After graduation, she worked for a year before entering the community. She eventually became a teacher in elementary and high schools in Ohio, Indiana, California and Colorado. Still, from the time she was young, she felt called to serve those in need.

“I always wanted to do social work,” she said. “I wanted to do some type of work with the poor and disadvantaged.”

By mid-1980s, open placement in the Sisters of the Precious Blood was a reality and Sister Kathleen began to look for a new ministry.

Around that time, Archdiocesan Father Chris Hall and two Franciscan priests were building a fledgling agency in OTR to help homeless people with mental illness. They started in 1985 by taking over operations of an apartment building and moving in residents. Father Chris was looking for someone to help residents obtain their Medicare/Medicaid and disability benefits. The position was needed, Sister Kathleen explained, because residents would ignore official notices of benefits and not seek to obtain them. She interviewed with Father Chris and was hired.

Soon Sister Kathleen was pleading, cajoling and coaxing residents to apply for their benefits. She would watch for notices and drive residents to their appointments. Such was her persistence that she sometimes found herself in places many people wouldn’t enter. She once got word that a former resident had been approved for benefits, but needed to follow up. She learned where the person was staying and ended up in the building’s hallway calling the person’s name. It didn’t matter that the place was a known crack house. Another time a resident had an appointment so Sister Kathleen went looking for him. She was told that he cleaned in a bar in exchange for free drinks. Though the bar was known as being extremely violent, she strolled through the door, found the man and got him to his session.

“I had to get him to his appointment. That was the important thing,” she said. “To me, it was a great big adventure.”

Gradually, she began to help the residents with personal issues, budgeting and teaching them skills. She became more involved in their lives.  After 18 years, she decided it was time to turn the human services coordinator job over to someone else, so she retired to begin volunteering.
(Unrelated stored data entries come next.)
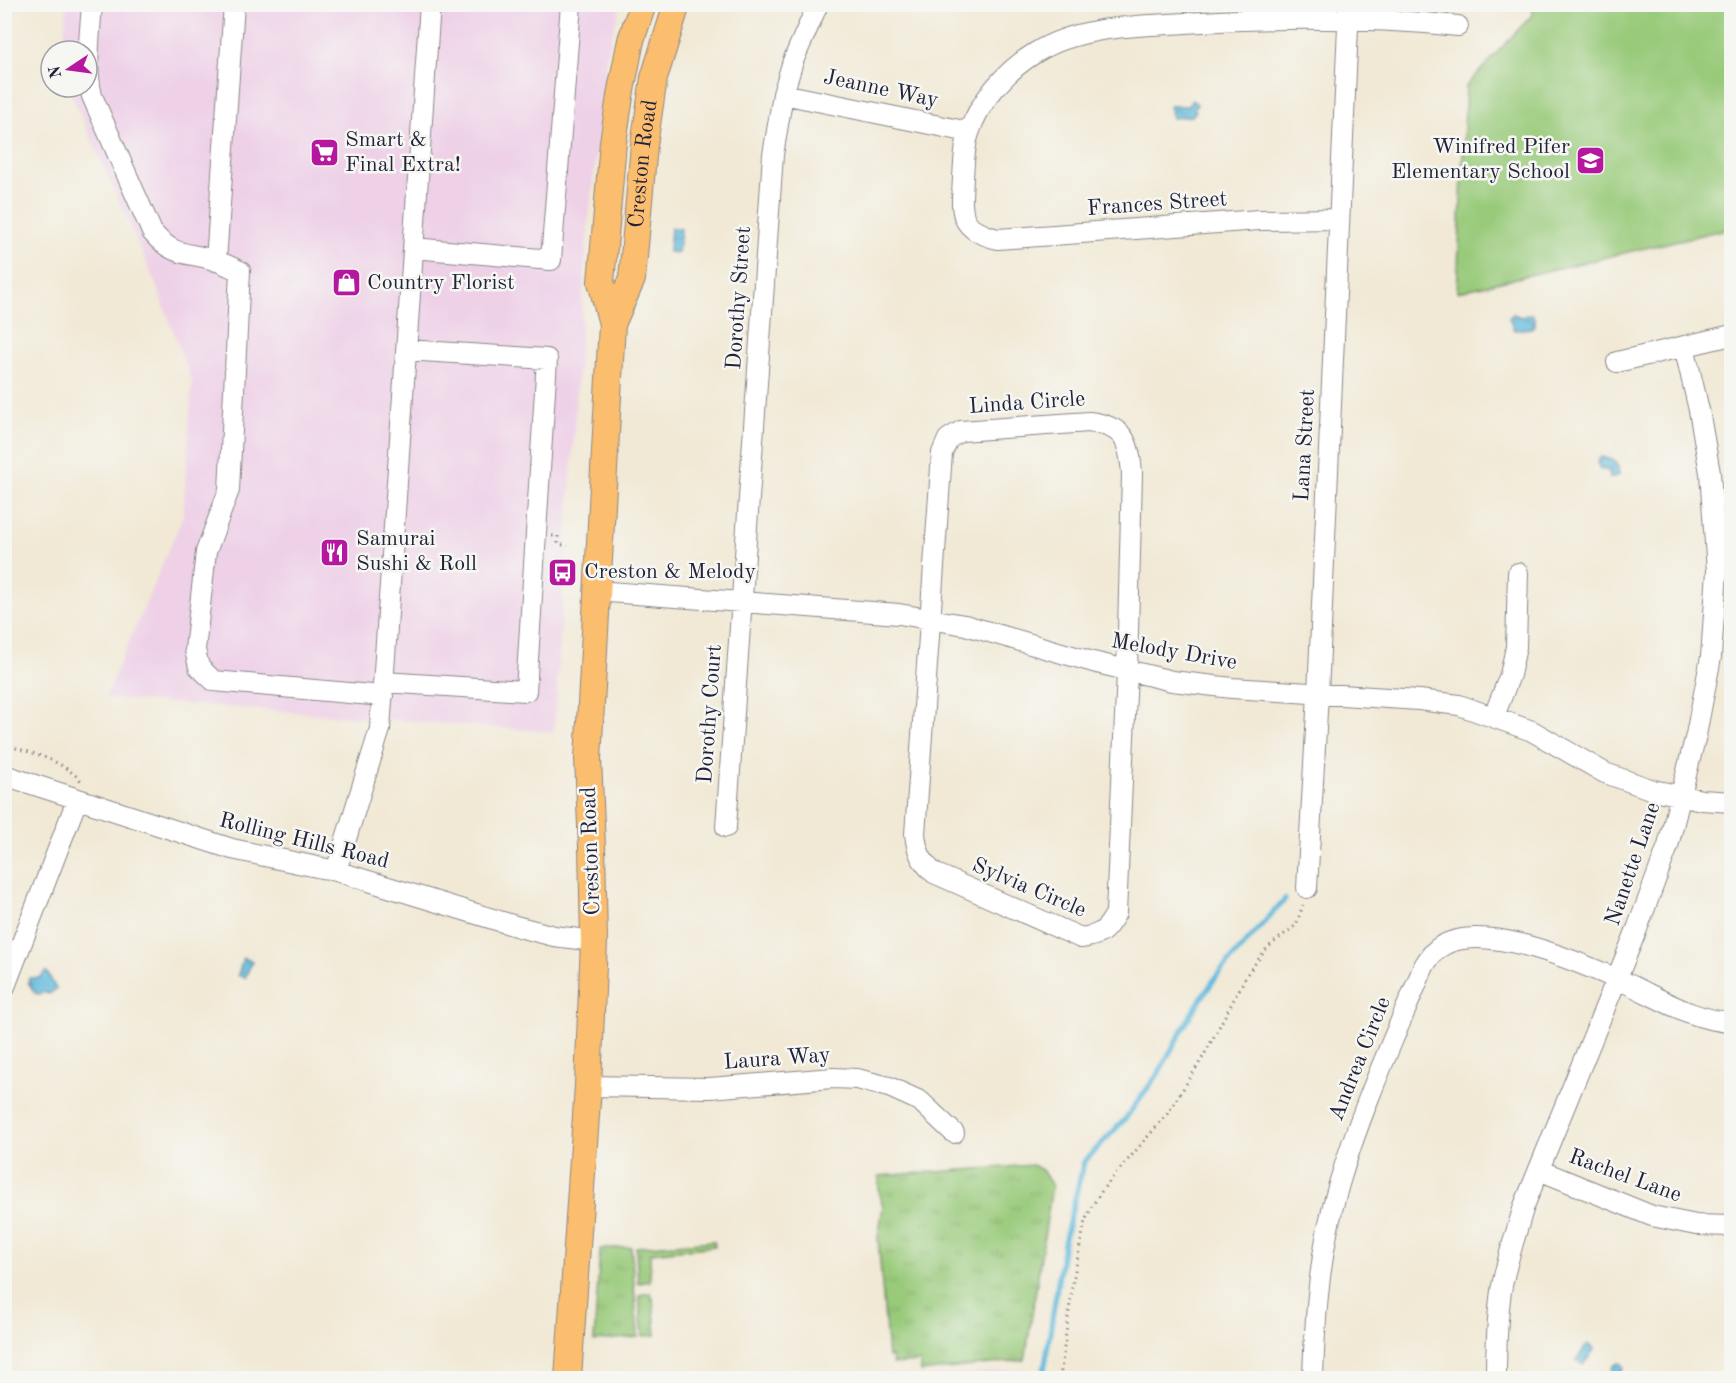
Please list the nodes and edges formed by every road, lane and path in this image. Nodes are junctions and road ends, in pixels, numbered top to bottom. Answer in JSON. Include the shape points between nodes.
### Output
{"nodes":[{"id":1,"x":92,"y":4,"type":"edge"},
{"id":2,"x":234,"y":4,"type":"edge"},
{"id":3,"x":430,"y":4,"type":"edge"},
{"id":4,"x":571,"y":4,"type":"edge"},
{"id":5,"x":643,"y":4,"type":"edge"},
{"id":6,"x":677,"y":4,"type":"edge"},
{"id":7,"x":818,"y":4,"type":"edge"},
{"id":8,"x":1348,"y":11,"type":"edge"},
{"id":9,"x":1458,"y":26,"type":"dead end"},
{"id":10,"x":783,"y":94,"type":"junction"},
{"id":11,"x":969,"y":132,"type":"junction"},
{"id":12,"x":1339,"y":219,"type":"junction"},
{"id":13,"x":413,"y":248,"type":"junction"},
{"id":14,"x":216,"y":261,"type":"junction"},
{"id":15,"x":612,"y":324,"type":"junction"},
{"id":16,"x":1731,"y":335,"type":"edge"},
{"id":17,"x":1684,"y":346,"type":"junction"},
{"id":18,"x":406,"y":350,"type":"junction"},
{"id":19,"x":1617,"y":362,"type":"dead end"},
{"id":20,"x":1723,"y":531,"type":"edge"},
{"id":21,"x":1518,"y":573,"type":"dead end"},
{"id":22,"x":596,"y":591,"type":"junction"},
{"id":23,"x":742,"y":603,"type":"junction"},
{"id":24,"x":929,"y":618,"type":"junction"},
{"id":25,"x":1127,"y":672,"type":"junction"},
{"id":26,"x":383,"y":689,"type":"junction"},
{"id":27,"x":1318,"y":694,"type":"junction"},
{"id":28,"x":1494,"y":716,"type":"junction"},
{"id":29,"x":4,"y":745,"type":"edge"},
{"id":30,"x":4,"y":776,"type":"edge"},
{"id":31,"x":82,"y":793,"type":"junction"},
{"id":32,"x":1681,"y":797,"type":"junction"},
{"id":33,"x":1731,"y":802,"type":"edge"},
{"id":34,"x":726,"y":827,"type":"dead end"},
{"id":35,"x":336,"y":871,"type":"junction"},
{"id":36,"x":1307,"y":888,"type":"joint"},
{"id":37,"x":594,"y":941,"type":"junction"},
{"id":38,"x":1616,"y":979,"type":"junction"},
{"id":39,"x":4,"y":989,"type":"edge"},
{"id":40,"x":1731,"y":1022,"type":"edge"},
{"id":41,"x":588,"y":1086,"type":"junction"},
{"id":42,"x":954,"y":1132,"type":"dead end"},
{"id":43,"x":1539,"y":1170,"type":"junction"},
{"id":44,"x":1731,"y":1226,"type":"edge"},
{"id":45,"x":568,"y":1378,"type":"edge"},
{"id":46,"x":1060,"y":1378,"type":"edge"},
{"id":47,"x":1313,"y":1378,"type":"edge"},
{"id":48,"x":1496,"y":1378,"type":"edge"}],
"edges":[{"from":1,"to":14,"type":"street","via":[[88,80],[92,96],[152,232],[162,245],[176,252]]},
{"from":2,"to":14,"type":"street"},
{"from":3,"to":13,"type":"street"},
{"from":4,"to":13,"type":"street","via":[[552,260]]},
{"from":5,"to":15,"type":"main road","name":"Creston Road","via":[[621,90],[613,142],[601,282]]},
{"from":6,"to":15,"type":"main road","name":"Creston Road","via":[[654,78],[632,279]]},
{"from":7,"to":10,"type":"street","name":"Dorothy Street"},
{"from":8,"to":9,"type":"street"},
{"from":8,"to":11,"type":"street","via":[[1124,27],[1060,40],[1013,70],[990,96]]},
{"from":8,"to":12,"type":"street","name":"Lana Street"},
{"from":10,"to":11,"type":"street","name":"Jeanne Way"},
{"from":10,"to":23,"type":"street","name":"Dorothy Street","via":[[772,155]]},
{"from":11,"to":12,"type":"street","name":"Frances Street","via":[[962,208],[966,222],[980,234],[998,239],[1259,220]]},
{"from":12,"to":27,"type":"street","name":"Lana Street"},
{"from":13,"to":18,"type":"street"},
{"from":14,"to":26,"type":"street","via":[[240,271],[229,490],[206,552],[195,650],[199,667],[214,681]]},
{"from":15,"to":22,"type":"main road","name":"Creston Road"},
{"from":16,"to":17,"type":"street"},
{"from":17,"to":19,"type":"street"},
{"from":17,"to":20,"type":"street","name":"Nanette Lane"},
{"from":18,"to":26,"type":"street"},
{"from":18,"to":26,"type":"street","via":[[547,359],[526,691]]},
{"from":20,"to":32,"type":"street","name":"Nanette Lane","via":[[1711,657]]},
{"from":21,"to":28,"type":"street","via":[[1516,647]]},
{"from":22,"to":23,"type":"street","name":"Melody Drive"},
{"from":22,"to":37,"type":"main road","name":"Creston Road","via":[[588,759]]},
{"from":23,"to":24,"type":"street","name":"Melody Drive","via":[[871,610]]},
{"from":23,"to":34,"type":"street","name":"Dorothy Court"},
{"from":24,"to":25,"type":"street","name":"Melody Drive","via":[[999,633]]},
{"from":24,"to":25,"type":"street","name":"Linda Circle","via":[[939,472],[948,439],[961,431],[979,429],[1105,424],[1126,441],[1132,473]]},
{"from":24,"to":25,"type":"street","name":"Sylvia Circle","via":[[915,834],[922,862],[934,873],[1081,938],[1096,936],[1108,928],[1116,913]]},
{"from":25,"to":27,"type":"street","name":"Melody Drive","via":[[1182,682]]},
{"from":26,"to":35,"type":"street","via":[[380,729]]},
{"from":27,"to":28,"type":"street","name":"Melody Drive","via":[[1419,700],[1459,705]]},
{"from":27,"to":36,"type":"street","name":"Lana Street"},
{"from":28,"to":32,"type":"street","name":"Melody Drive","via":[[1532,731],[1605,772]]},
{"from":29,"to":31,"type":"path","via":[[72,771]]},
{"from":30,"to":31,"type":"street","name":"Rolling Hills Road"},
{"from":31,"to":35,"type":"street","name":"Rolling Hills Road","via":[[232,849]]},
{"from":31,"to":39,"type":"street"},
{"from":32,"to":33,"type":"street","name":"Melody Drive"},
{"from":32,"to":38,"type":"street","name":"Nanette Lane","via":[[1668,846]]},
{"from":35,"to":37,"type":"street","name":"Rolling Hills Road","via":[[519,927]]},
{"from":36,"to":46,"type":"path","via":[[1296,925],[1267,948],[1248,973],[1168,1113],[1092,1206],[1085,1221],[1073,1281]]},
{"from":37,"to":41,"type":"main road","name":"Creston Road"},
{"from":38,"to":40,"type":"street","name":"Andrea Circle","via":[[1704,1017]]},
{"from":38,"to":43,"type":"street","name":"Nanette Lane"},
{"from":38,"to":47,"type":"street","name":"Andrea Circle","via":[[1515,942],[1468,938],[1435,951],[1424,966],[1338,1185],[1323,1256]]},
{"from":41,"to":42,"type":"street","name":"Laura Way","via":[[710,1088],[857,1079],[890,1087],[920,1101]]},
{"from":41,"to":45,"type":"main road","name":"Creston Road"},
{"from":43,"to":44,"type":"street","name":"Rachel Lane","via":[[1652,1216],[1696,1225]]},
{"from":43,"to":48,"type":"street","name":"Nanette Lane","via":[[1524,1206],[1501,1291]]}]}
That didn’t slow her down and co-workers see the fulfillment Sister Kathleen receives from her work.

“It’s her passion for the residents, her passion for the work scene,” said Stacey Witherspoon, a service coordinator at Tender Mercies who has worked with Sister Kathleen for the last 17 years. “You see (residents) succeed and it’s rewarding. We do this for a reason.”

As one of the longest serving employees/volunteers at Tender Mercies, staffers often rely on Sister Kathleen’s institutional knowledge. Her advice on past programs is invaluable when the agency is planning future initiatives, said Trish Hibbitt, human resources manager at Tender Mercies.

In recognition of Sister Kathleen’s service, Tender Mercies created the Sister Kathleen Kelly Award in 2013 and named her its first recipient. The award will be given to employees or volunteers who meet three of the four Tender Mercies criteria: community partner, neighborhood partner, employee of the year or volunteer of the year. When the agency’s original building on Race Street is eventually renovated, it will be renamed in honor of Sister Kathleen and Marcia Spaeth, a founding board member of Tender Mercies, former full-time volunteer and former Chief Executive Officer of the agency.

Back at her office in the Race Street building, Sister Kathleen chats with a resident who is watching Ohio State and Dayton play in the NCAA basketball tournament. The woman had been busy applying for management jobs. Sister Kathleen offers her little pep talk.

Those are the moments that give Sister Kathleen satisfaction and help her grow spiritually. They are the moments she sees God’s hand in her work.

“These residents are so spiritual,” Sister Kathleen said. “They have so much faith in God, and anything that happens, they accept that it’s from God and God will help them through it. They just teach me so much.”